A year or so ago I came across this book when I was looking for a few random things to read and the other day when I heard someone mention bridge I couldn't help but think of The Cardturner, so I decided to dig my copy out of a dusty pile and reread it which I suppose is what lead me to writing this review.

I’ll be honest, before I read this book (the first time) I’d never even heard of a game called Bridge, and I wasn’t sure how Sachar was going make a book with a card game being one of the primary focuses but I was pleasantly surprised, that being said this book isn’t for everyone and takes some patience.

Alton Richards is an ordinary teenage boy. He isn’t perfect but he isn’t the brooding, mysterious type either for a change. What I found particularly interesting was his relationship with his old, blind and very rich uncle. He isn’t a particularly nice person but Alton puts up with him at the wishes of his mother who is, to put it quite bluntly, money-crazed. At first, the task of becoming his uncle’s card turner is tedious and quite awkward as he’s doing it purely to put his family on the right side of his uncle who, like I said, is old and rich.

Not only is he being pressured into this situation by his parents, at the start we find out that his best friend is dating his ex-girlfriend. So although things aren’t looking too great for Alton I assure you, a few chapters in it picks up.
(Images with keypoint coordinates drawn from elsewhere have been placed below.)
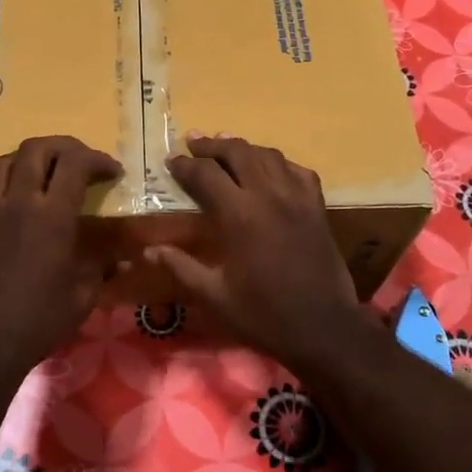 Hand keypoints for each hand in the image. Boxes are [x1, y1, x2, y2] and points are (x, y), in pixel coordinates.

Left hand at [0, 136, 122, 376]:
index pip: (75, 162)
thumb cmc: (41, 319)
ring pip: (5, 160)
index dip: (98, 159)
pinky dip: (1, 180)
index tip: (113, 172)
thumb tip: (126, 258)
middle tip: (82, 162)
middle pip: (37, 148)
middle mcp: (19, 201)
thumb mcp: (84, 294)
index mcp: (52, 215)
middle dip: (64, 146)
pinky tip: (12, 196)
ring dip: (30, 158)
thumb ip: (103, 266)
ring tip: (46, 172)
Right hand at [145, 135, 375, 365]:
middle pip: (238, 152)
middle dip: (212, 145)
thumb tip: (149, 250)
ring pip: (268, 155)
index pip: (205, 174)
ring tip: (227, 148)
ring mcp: (297, 198)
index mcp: (238, 215)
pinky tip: (270, 169)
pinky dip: (279, 163)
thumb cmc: (263, 314)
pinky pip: (298, 170)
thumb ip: (182, 267)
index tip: (170, 161)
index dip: (184, 165)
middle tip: (194, 144)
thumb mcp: (215, 296)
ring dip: (244, 148)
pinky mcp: (317, 207)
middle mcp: (268, 195)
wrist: (323, 327)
Whenever Alton explains certain rules of Bridge we are presented with a small icon of a whale (Moby Dick) as a warning so we can skip it if we aren’t that interested. Even though I was given the opportunity to skip these parts I decided to read them anyway because despite my confusion towards the way the game worked, I was still interested and wanted to learn. To this day I don’t understand anything other than the basics of Bridge and I’ve never won a game. I'm guessing I'm just not that great at Bridge, that being said, if you're looking to become a professional Bridge player I wouldn't recommend that you use this book as your sole guide to the game.

It’s a nice book with well thought out story so if you’re looking for an ordinary, no thrills read I’d give it a look.